By Newton's 3rd law, the force pushing the athlete forward cannot exceed the friction provided by the track (otherwise they will slip), The friction provided by the track is $\mu \cdot N = \mu \cdot m g$, (N being the normal contact force).
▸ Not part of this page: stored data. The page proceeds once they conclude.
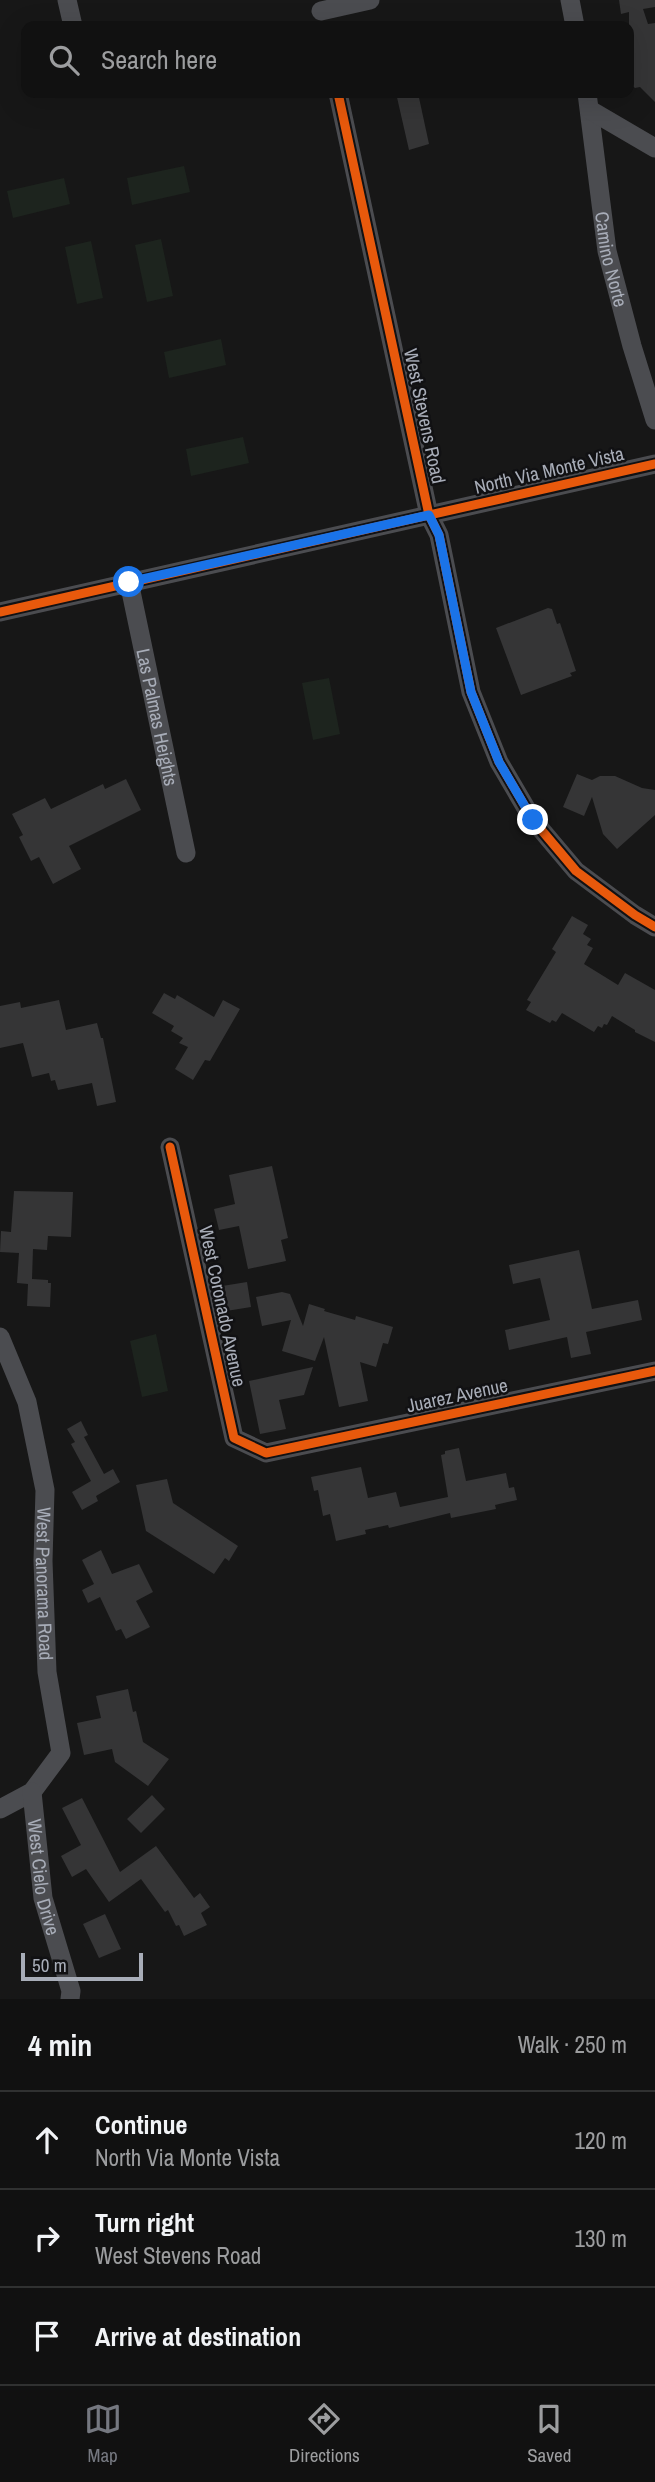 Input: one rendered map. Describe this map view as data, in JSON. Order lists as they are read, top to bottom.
{
  "streets": {
    "street": [
      "Camino Norte",
      "West Stevens Road",
      "North Via Monte Vista",
      "Las Palmas Heights",
      "West Coronado Avenue",
      "Juarez Avenue",
      "West Panorama Road",
      "West Cielo Drive"
    ]
  },
  "crossings": [
    ["West Stevens Road", "North Via Monte Vista"],
    ["North Via Monte Vista", "Las Palmas Heights"],
    ["West Coronado Avenue", "Juarez Avenue"],
    ["West Panorama Road", "West Cielo Drive"]
  ],
  "scale_bar": "50 m",
  "page": {
    "search": "Search here",
    "scale": "50 m",
    "heading": ["4 min", "Walk · 250 m"],
    "list": [
      ["Continue", "North Via Monte Vista", "120 m"],
      ["Turn right", "West Stevens Road", "130 m"],
      "Arrive at destination"
    ],
    "nav": ["Map", "Directions", "Saved"]
  }
} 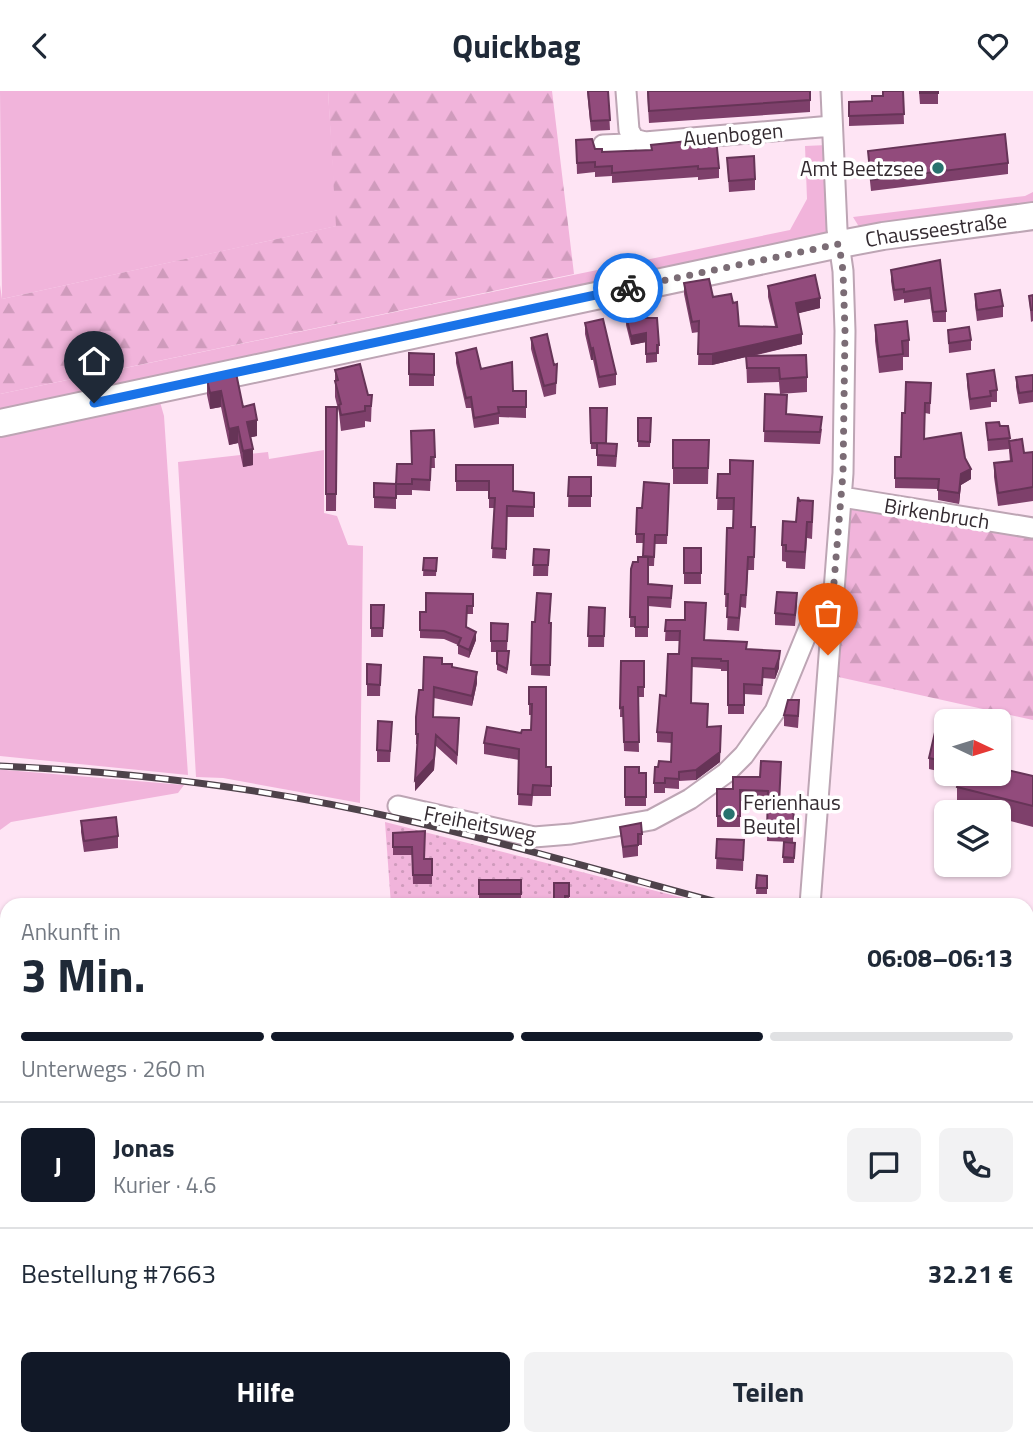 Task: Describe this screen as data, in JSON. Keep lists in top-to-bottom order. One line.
{"streets":{"main road":["Chausseestraße"],"street":["Auenbogen","Birkenbruch","Freiheitsweg"]},"places":["Amt Beetzsee","Ferienhaus Beutel"],"north":"right","page":{"header":"Quickbag","heading":["3 Min.","Ankunft in","06:08–06:13"],"panel":["Jonas","Kurier · 4.6","Bestellung #7663","32.21 €"],"bar":"Unterwegs · 260 m","round":"J","buttons":["Hilfe","Teilen"]}} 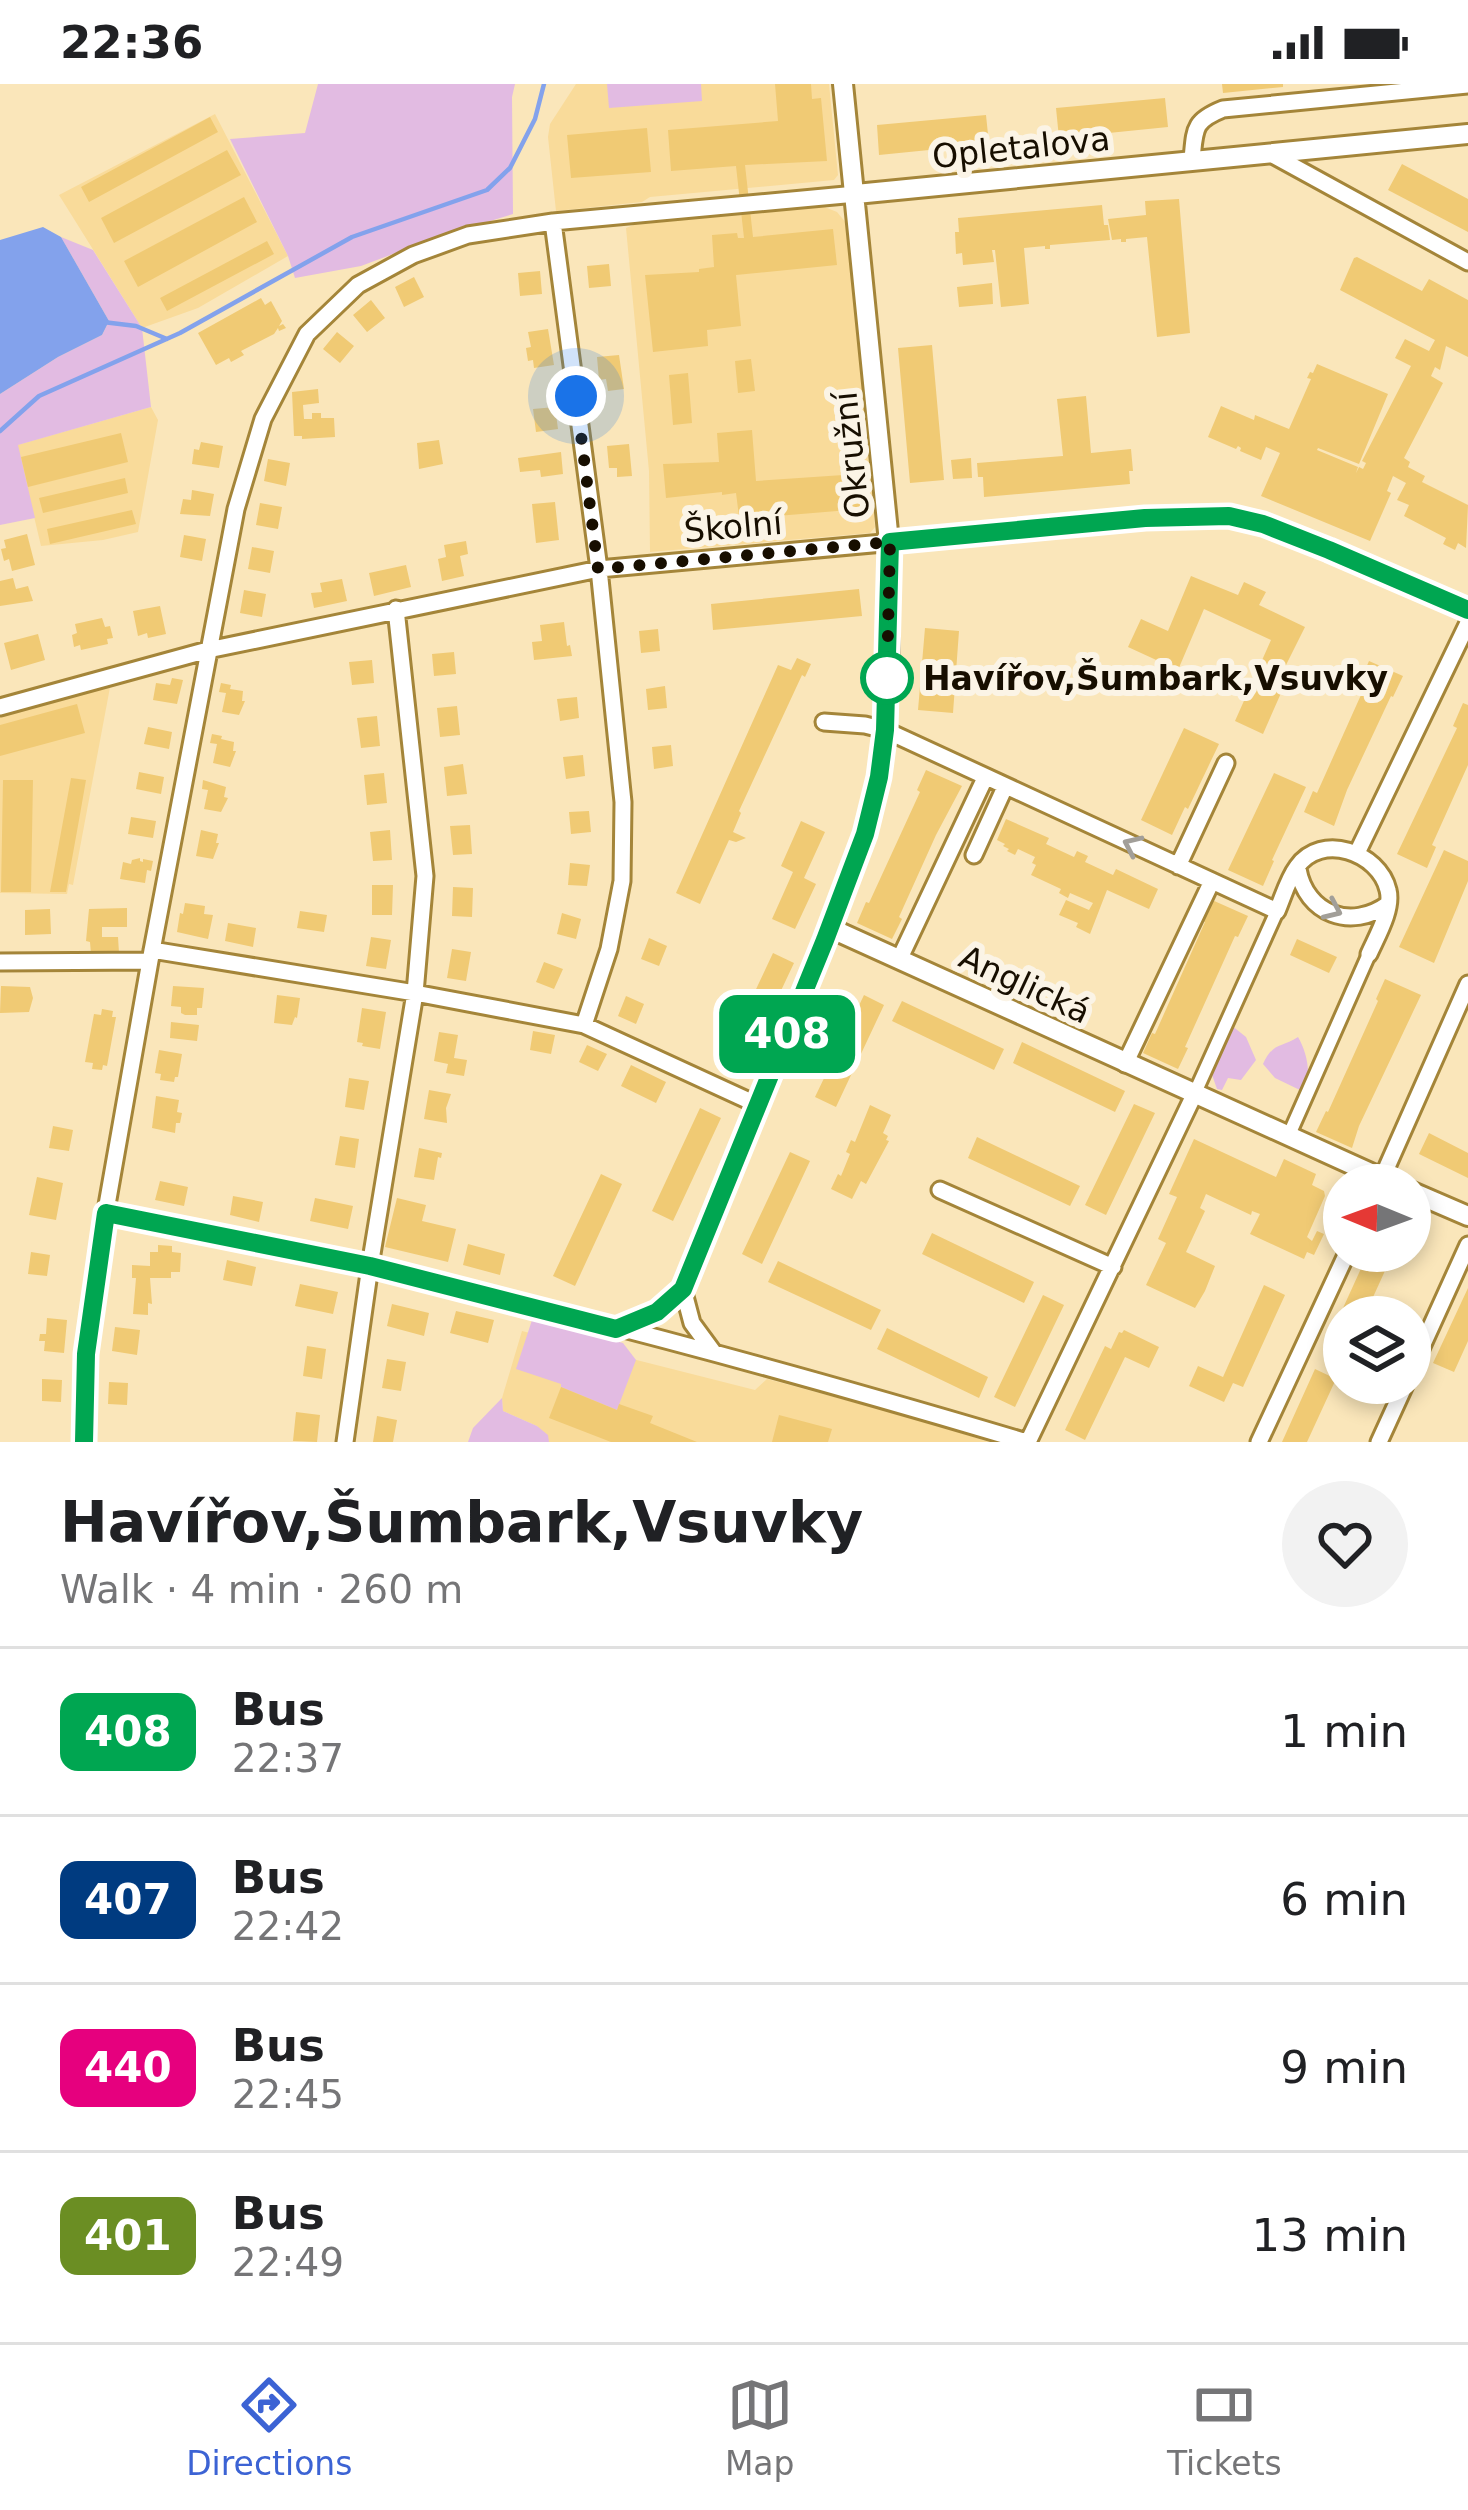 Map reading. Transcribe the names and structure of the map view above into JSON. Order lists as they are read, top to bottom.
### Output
{
  "streets": {
    "street": [
      "Opletalova",
      "Okružní",
      "Školní",
      "Anglická"
    ]
  },
  "crossings": [
    ["Opletalova", "Okružní"],
    ["Okružní", "Školní"],
    ["Okružní", "Anglická"]
  ],
  "places": ["Havířov,Šumbark,Vsuvky"],
  "lines": ["bus line 408"],
  "north": "left",
  "page": {
    "status": "22:36",
    "on_map": "408",
    "heading": ["Havířov,Šumbark,Vsuvky", "Walk · 4 min · 260 m"],
    "list": [
      {
        "mark": "408",
        "name": "Bus",
        "note": "22:37",
        "value": "1 min"
      },
      {
        "mark": "407",
        "name": "Bus",
        "note": "22:42",
        "value": "6 min"
      },
      {
        "mark": "440",
        "name": "Bus",
        "note": "22:45",
        "value": "9 min"
      },
      {
        "mark": "401",
        "name": "Bus",
        "note": "22:49",
        "value": "13 min"
      }
    ],
    "tabs": ["Directions", "Map", "Tickets"]
  }
} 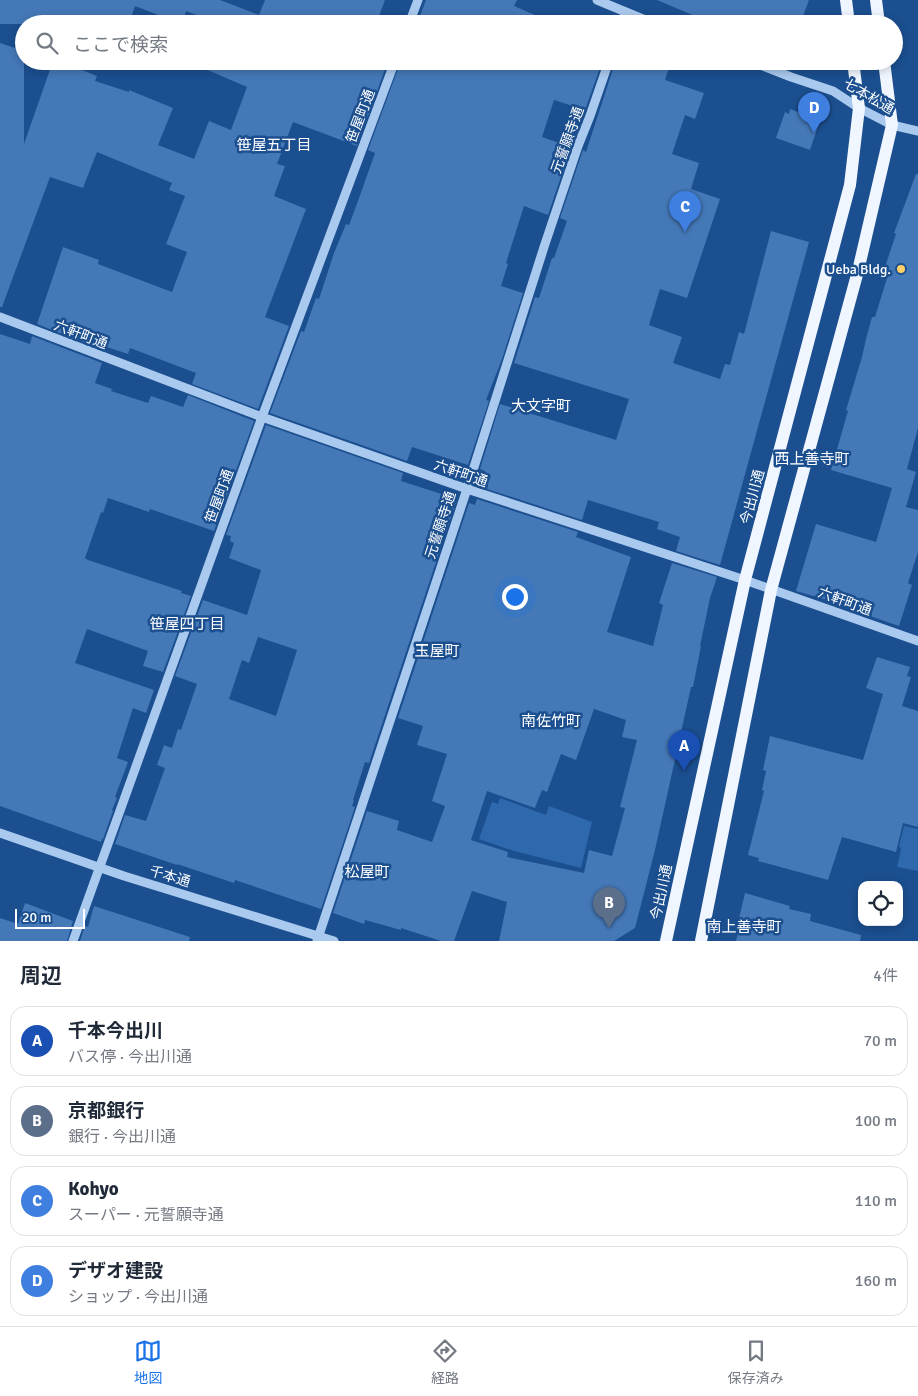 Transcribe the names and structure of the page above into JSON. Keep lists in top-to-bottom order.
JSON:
{
  "streets": {
    "main road": ["今出川通"],
    "street": [
      "七本松通",
      "笹屋町通",
      "元誓願寺通",
      "六軒町通",
      "千本通"
    ]
  },
  "crossings": [
    ["七本松通", "今出川通"],
    ["笹屋町通", "六軒町通"],
    ["笹屋町通", "千本通"],
    ["元誓願寺通", "六軒町通"],
    ["元誓願寺通", "千本通"],
    ["六軒町通", "今出川通"]
  ],
  "districts": [
    "笹屋五丁目",
    "大文字町",
    "西上善寺町",
    "笹屋四丁目",
    "玉屋町",
    "南佐竹町",
    "松屋町",
    "南上善寺町"
  ],
  "places": ["Ueba Bldg."],
  "scale_bar": "20 m",
  "page": {
    "search": "ここで検索",
    "pins": [
      "D",
      "C",
      "A",
      "B"
    ],
    "scale": "20 m",
    "heading": ["周辺", "4件"],
    "list": [
      {
        "mark": "A",
        "name": "千本今出川",
        "note": "バス停 · 今出川通",
        "value": "70 m"
      },
      {
        "mark": "B",
        "name": "京都銀行",
        "note": "銀行 · 今出川通",
        "value": "100 m"
      },
      {
        "mark": "C",
        "name": "Kohyo",
        "note": "スーパー · 元誓願寺通",
        "value": "110 m"
      },
      {
        "mark": "D",
        "name": "デザオ建設",
        "note": "ショップ · 今出川通",
        "value": "160 m"
      }
    ],
    "nav": ["地図", "経路", "保存済み"]
  }
}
Hence by Newton's 2nd law,
$F = m a = \mu \cdot m g$

Hence the maximum acceleration $a = \mu \cdot g = 10 \cdot \mu$ taking $g$ to be $10 m {s}^{-} 2$

For a race of 800m where the maximum speed is 8m/s, we first need to consider the time taken whilst accelerating from the standing start of 0m/s to 8m/s.
Using
$v = u + a t$
we get to
$8 = 0 + 10 \mu \cdot t$
so
$t = \frac{8}{10 \mu}$
and distance covered in this time whilst accelerating:
$s = \frac{1}{2} \left(u + v\right) t = \frac{1}{2} \cdot \left(0 + 8\right) \frac{8}{10 \mu} = \frac{32}{10 \mu}$
Hence the time whilst running at constant 8m/s is given by

$t = \frac{s}{v} = \frac{800 - \frac{32}{10 \mu}}{8} = 100 - \frac{4}{10 \mu}$
so (nearly there!) total time is given by:
$100 - \frac{4}{10 \mu} + \frac{8}{10 \mu} = 100 + \frac{2}{5 \mu}$